Classification and evaluation strategies of auto-segmentation approaches for PET: Report of AAPM task group No. 211
The purpose of this educational report is to provide an overview of the present state-of-the-art PET auto-segmentation (PET-AS) algorithms and their respective validation, with an emphasis on providing the user with help in understanding the challenges and pitfalls associated with selecting and implementing a PET-AS algorithm for a particular application.Approach
A brief description of the different types of PET-AS algorithms is provided using a classification based on method complexity and type. The advantages and the limitations of the current PET-AS algorithms are highlighted based on current publications and existing comparison studies. A review of the available image datasets and contour evaluation metrics in terms of their applicability for establishing a standardized evaluation of PET-AS algorithms is provided. The performance requirements for the algorithms and their dependence on the application, the radiotracer used and the evaluation criteria are described and discussed. Finally, a procedure for algorithm acceptance and implementation, as well as the complementary role of manual and auto-segmentation are addressed.Findings
A large number of PET-AS algorithms have been developed within the last 20 years. Many of the proposed algorithms are based on either fixed or adaptively selected thresholds. More recently, numerous papers have proposed the use of more advanced image analysis paradigms to perform semi-automated delineation of the PET images. However, the level of algorithm validation is variable and for most published algorithms is either insufficient or inconsistent which prevents recommending a single algorithm.

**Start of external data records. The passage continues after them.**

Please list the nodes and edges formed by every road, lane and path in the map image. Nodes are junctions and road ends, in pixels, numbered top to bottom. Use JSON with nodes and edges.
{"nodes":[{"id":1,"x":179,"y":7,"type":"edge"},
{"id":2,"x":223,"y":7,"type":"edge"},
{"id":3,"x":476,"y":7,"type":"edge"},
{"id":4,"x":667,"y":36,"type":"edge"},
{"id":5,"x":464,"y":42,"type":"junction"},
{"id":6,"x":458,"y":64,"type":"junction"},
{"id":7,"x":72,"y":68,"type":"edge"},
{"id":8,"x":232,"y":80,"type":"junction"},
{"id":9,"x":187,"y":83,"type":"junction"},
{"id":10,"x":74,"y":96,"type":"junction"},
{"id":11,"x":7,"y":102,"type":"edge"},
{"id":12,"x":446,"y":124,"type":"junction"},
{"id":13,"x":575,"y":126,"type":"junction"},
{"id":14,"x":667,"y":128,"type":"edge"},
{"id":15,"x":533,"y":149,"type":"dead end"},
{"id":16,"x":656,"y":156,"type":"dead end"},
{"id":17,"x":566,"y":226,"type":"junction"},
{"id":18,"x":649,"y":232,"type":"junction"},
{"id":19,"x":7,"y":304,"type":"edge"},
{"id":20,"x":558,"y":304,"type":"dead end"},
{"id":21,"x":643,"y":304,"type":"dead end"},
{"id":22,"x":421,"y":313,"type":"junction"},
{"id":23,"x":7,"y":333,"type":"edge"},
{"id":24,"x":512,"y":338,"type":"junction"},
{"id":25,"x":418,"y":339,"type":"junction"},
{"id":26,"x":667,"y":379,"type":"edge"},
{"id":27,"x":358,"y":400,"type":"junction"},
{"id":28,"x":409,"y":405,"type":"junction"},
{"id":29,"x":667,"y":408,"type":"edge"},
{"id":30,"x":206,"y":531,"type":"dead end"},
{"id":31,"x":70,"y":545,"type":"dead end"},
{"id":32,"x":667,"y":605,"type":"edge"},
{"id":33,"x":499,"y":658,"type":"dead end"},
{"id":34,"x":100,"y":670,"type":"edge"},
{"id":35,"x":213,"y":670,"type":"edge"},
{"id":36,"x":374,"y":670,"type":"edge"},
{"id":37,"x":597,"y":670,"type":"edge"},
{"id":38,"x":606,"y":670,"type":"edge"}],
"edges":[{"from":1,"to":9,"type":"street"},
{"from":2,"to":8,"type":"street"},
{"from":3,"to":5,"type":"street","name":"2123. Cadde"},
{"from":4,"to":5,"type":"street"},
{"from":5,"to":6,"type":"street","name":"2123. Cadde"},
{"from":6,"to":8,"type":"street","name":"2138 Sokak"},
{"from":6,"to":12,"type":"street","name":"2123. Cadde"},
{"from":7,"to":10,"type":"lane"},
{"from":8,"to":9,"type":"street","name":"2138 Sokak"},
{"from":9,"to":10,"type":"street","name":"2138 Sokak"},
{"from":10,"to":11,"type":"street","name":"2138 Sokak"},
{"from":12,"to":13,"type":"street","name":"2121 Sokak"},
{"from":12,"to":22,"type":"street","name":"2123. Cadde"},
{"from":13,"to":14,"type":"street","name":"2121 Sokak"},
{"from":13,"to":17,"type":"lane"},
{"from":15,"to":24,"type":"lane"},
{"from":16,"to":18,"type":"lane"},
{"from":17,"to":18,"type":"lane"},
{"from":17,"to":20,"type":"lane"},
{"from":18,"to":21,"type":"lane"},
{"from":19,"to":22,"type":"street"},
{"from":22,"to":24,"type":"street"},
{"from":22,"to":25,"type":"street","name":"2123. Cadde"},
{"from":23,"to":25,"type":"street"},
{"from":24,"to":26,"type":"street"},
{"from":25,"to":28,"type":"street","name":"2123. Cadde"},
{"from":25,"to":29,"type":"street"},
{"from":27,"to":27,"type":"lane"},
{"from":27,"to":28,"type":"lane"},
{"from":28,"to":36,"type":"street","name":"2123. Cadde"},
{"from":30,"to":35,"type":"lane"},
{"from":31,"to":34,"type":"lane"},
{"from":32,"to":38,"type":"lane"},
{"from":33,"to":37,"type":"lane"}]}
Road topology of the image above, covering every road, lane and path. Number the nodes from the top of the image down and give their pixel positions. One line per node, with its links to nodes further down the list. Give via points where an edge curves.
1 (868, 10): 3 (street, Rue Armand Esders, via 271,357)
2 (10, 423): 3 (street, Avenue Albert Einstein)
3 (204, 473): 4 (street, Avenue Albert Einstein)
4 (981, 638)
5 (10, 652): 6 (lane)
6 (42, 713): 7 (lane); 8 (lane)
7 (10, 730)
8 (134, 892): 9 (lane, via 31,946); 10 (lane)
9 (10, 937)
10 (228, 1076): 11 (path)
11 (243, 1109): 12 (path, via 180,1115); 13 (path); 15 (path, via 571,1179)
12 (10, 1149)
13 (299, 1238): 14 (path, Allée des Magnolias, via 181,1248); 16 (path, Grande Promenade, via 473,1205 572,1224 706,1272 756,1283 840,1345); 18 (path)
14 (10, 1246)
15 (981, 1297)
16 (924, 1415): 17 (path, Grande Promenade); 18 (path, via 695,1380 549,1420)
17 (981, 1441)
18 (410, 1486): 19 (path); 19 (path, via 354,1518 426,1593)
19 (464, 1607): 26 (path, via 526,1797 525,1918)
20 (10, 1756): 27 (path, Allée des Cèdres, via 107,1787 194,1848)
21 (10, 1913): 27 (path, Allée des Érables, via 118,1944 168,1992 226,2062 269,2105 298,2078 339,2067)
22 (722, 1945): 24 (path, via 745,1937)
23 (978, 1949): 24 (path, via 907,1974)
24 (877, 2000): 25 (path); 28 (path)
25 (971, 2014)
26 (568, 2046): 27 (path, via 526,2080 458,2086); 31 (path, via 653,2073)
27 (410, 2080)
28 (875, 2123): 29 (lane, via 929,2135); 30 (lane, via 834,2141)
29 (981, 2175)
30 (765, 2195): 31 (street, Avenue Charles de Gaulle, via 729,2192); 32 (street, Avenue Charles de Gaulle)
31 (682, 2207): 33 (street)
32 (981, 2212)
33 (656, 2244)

This is compounded by the fact that realistic image configurations with low signal-to-noise ratios (SNR) and heterogeneous tracer distributions have rarely been used. Large variations in the evaluation methods used in the literature point to the need for a standardized evaluation protocol.Conclusions
Available comparison studies suggest that PET-AS algorithms relying on advanced image analysis paradigms provide generally more accurate segmentation than approaches based on PET activity thresholds, particularly for realistic configurations. However, this may not be the case for simple shape lesions in situations with a narrower range of parameters, where simpler methods may also perform well. Recent algorithms which employ some type of consensus or automatic selection between several PET-AS methods have potential to overcome the limitations of the individual methods when appropriately trained. In either case, accuracy evaluation is required for each different PET scanner and scanning and image reconstruction protocol. For the simpler, less robust approaches, adaptation to scanning conditions, tumor type, and tumor location by optimization of parameters is necessary. The results from the method evaluation stage can be used to estimate the contouring uncertainty. All PET-AS contours should be critically verified by a physician. A standard test, i.e., a benchmark dedicated to evaluating both existing and future PET-AS algorithms needs to be designed, to aid clinicians in evaluating and selecting PET-AS algorithms and to establish performance limits for their acceptance for clinical use. The initial steps toward designing and building such a standard are undertaken by the task group members.